Hari mulai sore ketika kami tiba di Kebun Teh Pagilaran, Batang, Jawa Tengah. Rumpun tanaman teh dalam teras-teras di lereng perbukitan membentang berbatas kaki langit. Pemandangan, juga semilir angin segar, mengusir rasa penat setelah menempuh lima jam perjalanan dari Stasiun Gambir, Jakarta, disambung dua jam perjalanan bus melintasi pegunungan.

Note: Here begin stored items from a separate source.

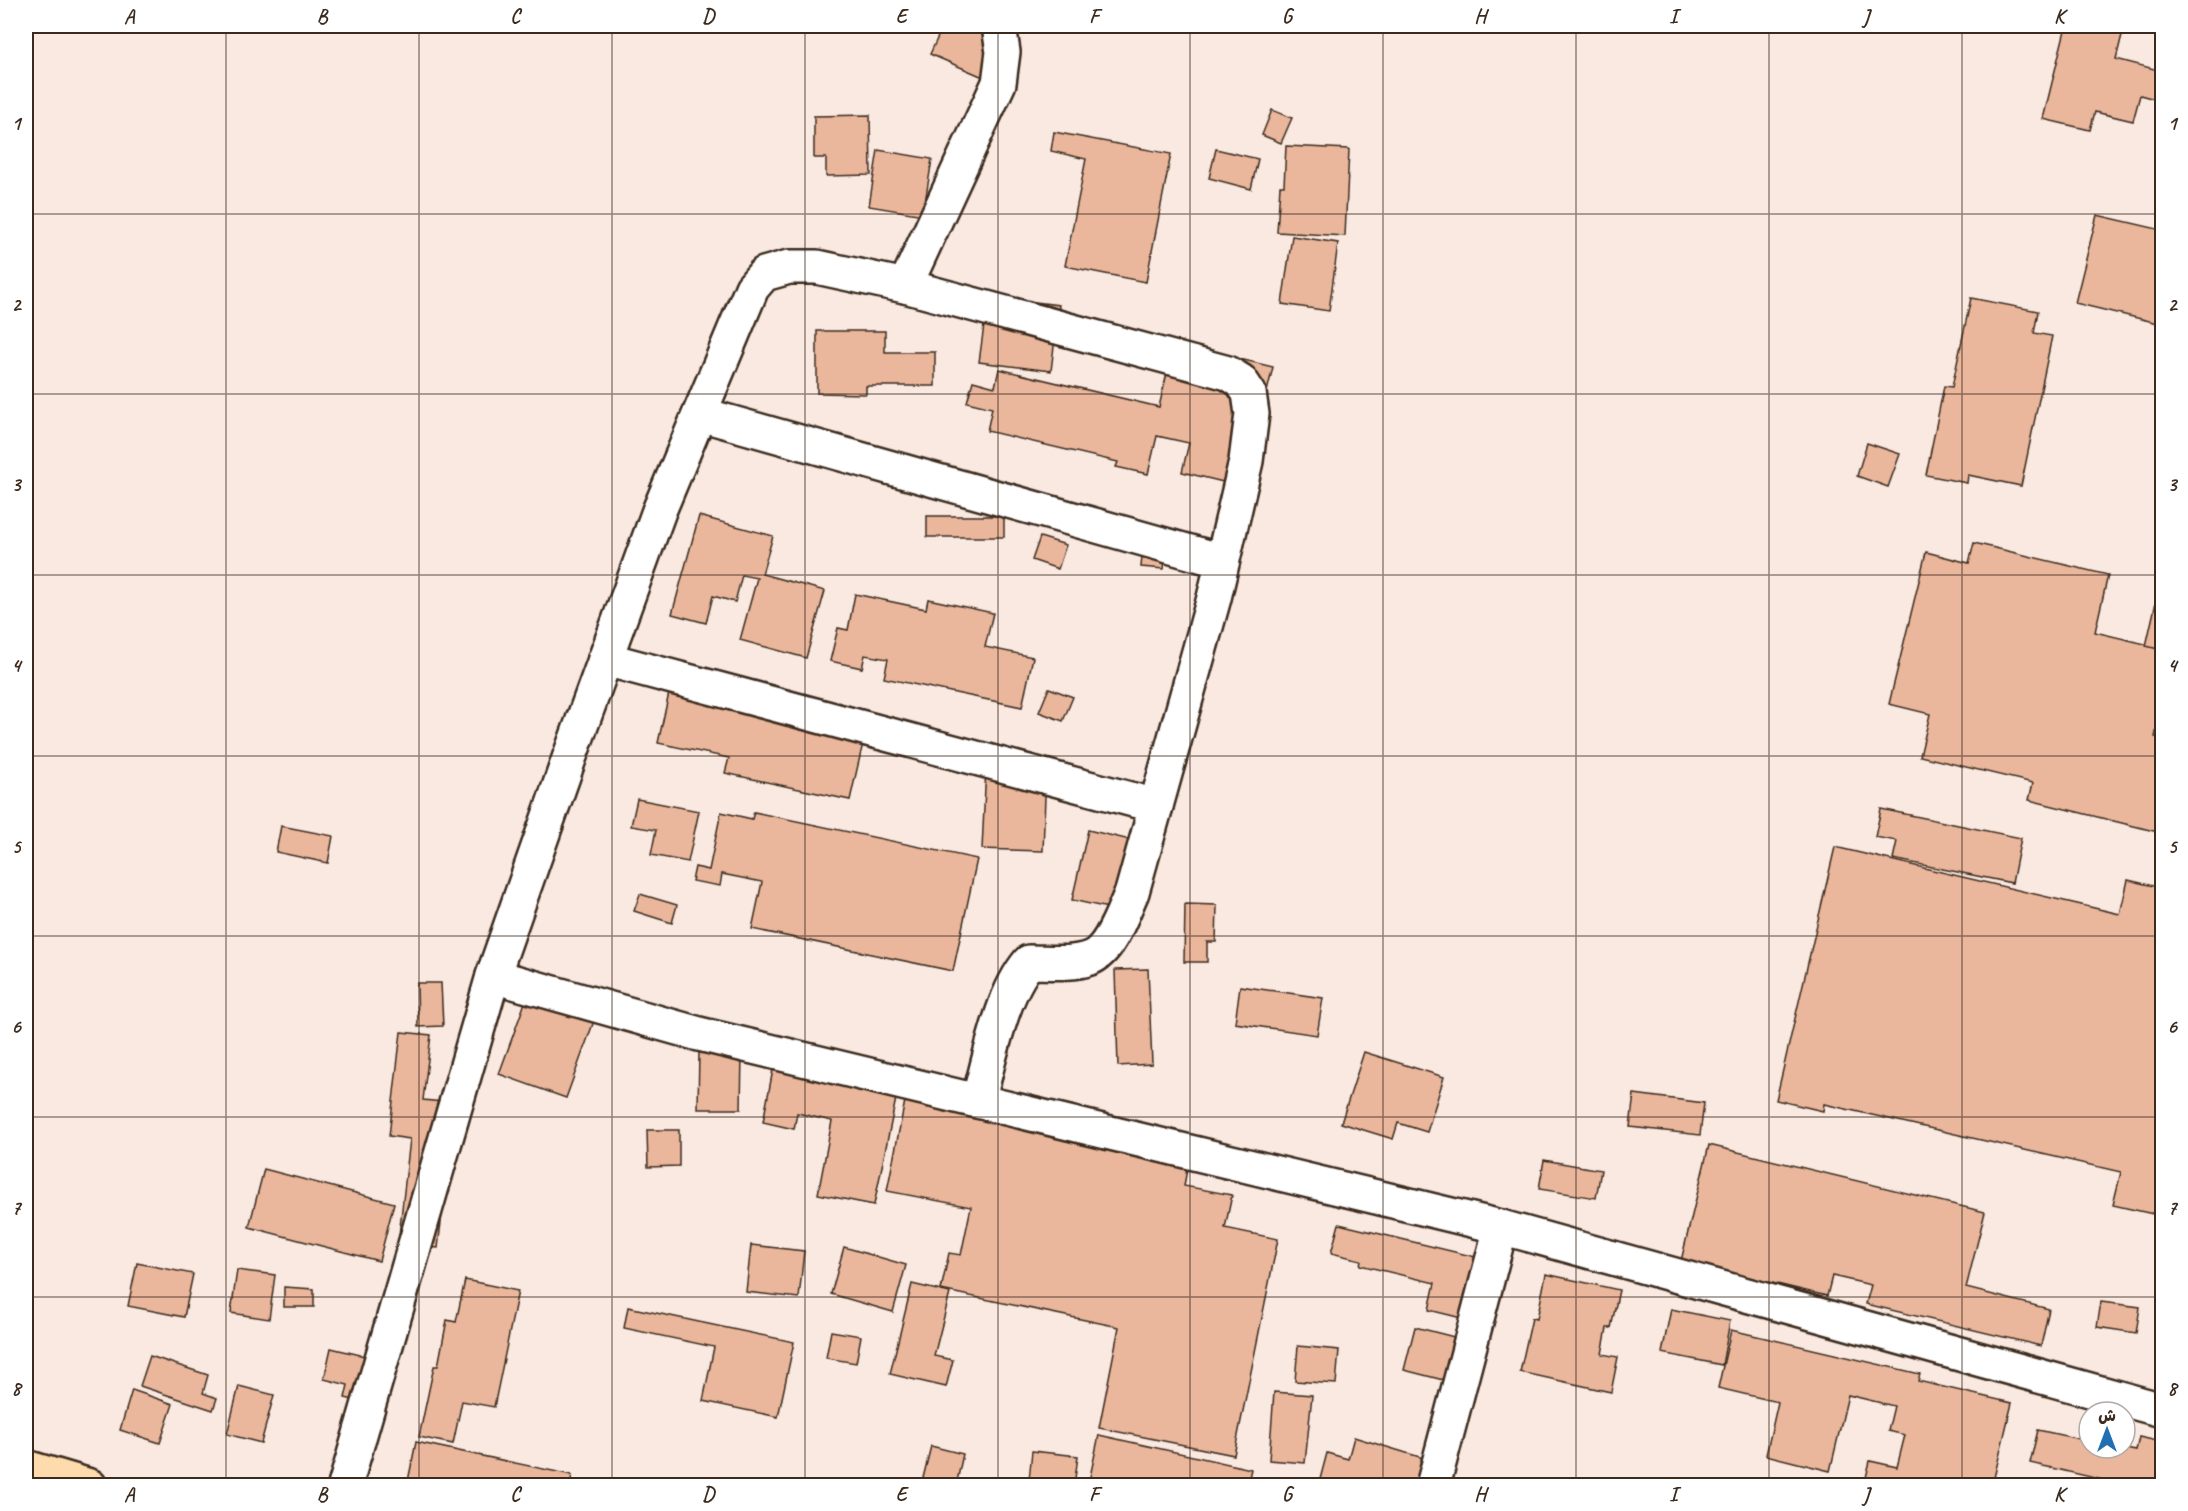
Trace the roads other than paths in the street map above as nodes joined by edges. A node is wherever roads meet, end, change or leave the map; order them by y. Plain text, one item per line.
1 (999, 26) edge
2 (905, 286) junction
3 (700, 414) junction
4 (1222, 561) junction
5 (605, 659) junction
6 (1156, 806) junction
7 (493, 976) junction
8 (978, 1101) junction
9 (1501, 1227) junction
10 (2163, 1410) edge
11 (26, 1467) edge
12 (90, 1485) edge
13 (345, 1485) edge
14 (1433, 1485) edge

1 - 2 street
2 - 3 street
2 - 4 street
3 - 4 street
3 - 5 street
4 - 6 street
5 - 6 street
5 - 7 street
6 - 8 street
7 - 8 street
7 - 13 street
8 - 9 street
9 - 10 street
9 - 14 street
11 - 12 main road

Kebun teh peninggalan Belanda yang dibeli Inggris sebelum Indonesia merdeka itu, sampai saat ini, masih beroperasi dan terawat baik. Belum puas menyusuri setapak kebun, kabut mulai turun, malam akan segera tiba. Rombongan peserta tur Yayasan Warna-Warni Indonesia bergegas menuju rumah bekas administrator kebun. Santap malam disajikan di halaman rumah bergaya kolonial itu, menghadap pemandangan perbukitan yang dirayapi temaram.
Opak panggang, sayur bobor lembayung, buntil daun singkong, ikan asin, ayam panggang, dan sambal jadi sajian sempurna di tengah kesejukan kebun teh. Minumannya tentu teh panas. Secangkir teh panas yang dihirup pelan-pelan di kebun teh alirkan kehangatan ke tubuh yang dibungkus hawa dingin.

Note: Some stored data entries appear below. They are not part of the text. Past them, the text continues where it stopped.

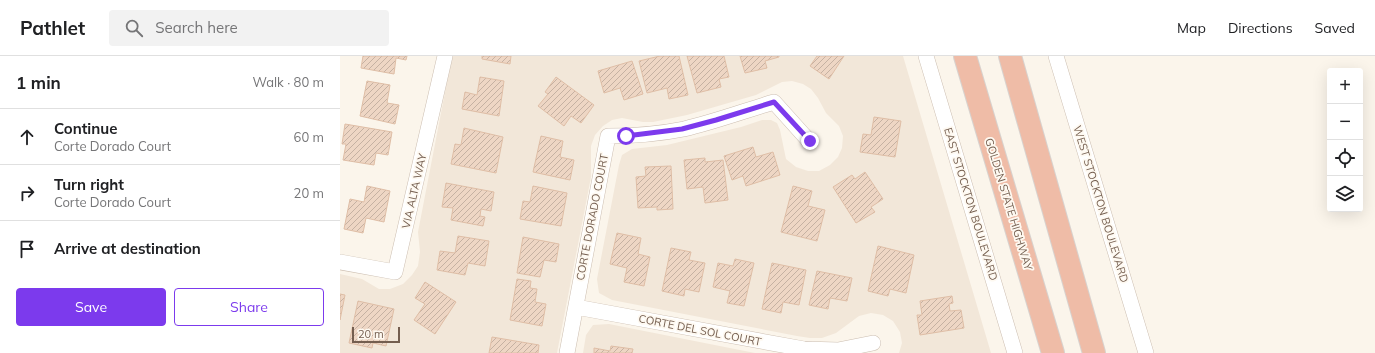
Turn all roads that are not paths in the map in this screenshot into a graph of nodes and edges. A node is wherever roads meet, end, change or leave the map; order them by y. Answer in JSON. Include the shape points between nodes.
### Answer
{"nodes":[{"id":1,"x":445,"y":56,"type":"edge"},
{"id":2,"x":926,"y":56,"type":"edge"},
{"id":3,"x":965,"y":56,"type":"edge"},
{"id":4,"x":1010,"y":56,"type":"edge"},
{"id":5,"x":1056,"y":56,"type":"edge"},
{"id":6,"x":810,"y":141,"type":"dead end"},
{"id":7,"x":340,"y":262,"type":"edge"},
{"id":8,"x":576,"y":307,"type":"junction"},
{"id":9,"x":873,"y":344,"type":"dead end"},
{"id":10,"x":567,"y":353,"type":"edge"},
{"id":11,"x":1015,"y":353,"type":"edge"},
{"id":12,"x":1053,"y":353,"type":"edge"},
{"id":13,"x":1094,"y":353,"type":"edge"},
{"id":14,"x":1146,"y":353,"type":"edge"}],
"edges":[{"from":1,"to":7,"type":"street","name":"VIA ALTA WAY","via":[[395,272]]},
{"from":2,"to":11,"type":"street","name":"EAST STOCKTON BOULEVARD"},
{"from":3,"to":12,"type":"highway","name":"GOLDEN STATE HIGHWAY"},
{"from":4,"to":13,"type":"highway"},
{"from":5,"to":14,"type":"street","name":"WEST STOCKTON BOULEVARD"},
{"from":6,"to":8,"type":"street","name":"CORTE DORADO COURT","via":[[774,102],[682,129],[608,136]]},
{"from":8,"to":9,"type":"street","name":"CORTE DEL SOL COURT","via":[[804,349],[838,350]]},
{"from":8,"to":10,"type":"street","name":"CORTE DORADO COURT"}]}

Aroma wangi sedap yang diwadahi secangkir teh itu menelusup perlahan, mungkin karena aromanya dibawa udara yang sama, yang juga menyentuhi pucuk-pucuk dedaunan teh.
Setelah secangkir teh, ada jejak rasa legit yang seperti menggelitik lidah, menggoda untuk mengisi lagi, mengisi lagi cangkir teh yang cepat tandas itu. Mumpung di kebun teh!
”Banyak di antara kita yang sudah sering ke luar negeri. Ketemu kafe yang menyuguhkan 300 macam teh di sana. Padahal, negeri itu tidak punya kebun teh. Indonesia punya banyak kebun teh, tetapi kita bisa apa dengan itu,” ujar Nina Akbar Tandjung, Ketua Umum Yayasan Warna-Warni Indonesia.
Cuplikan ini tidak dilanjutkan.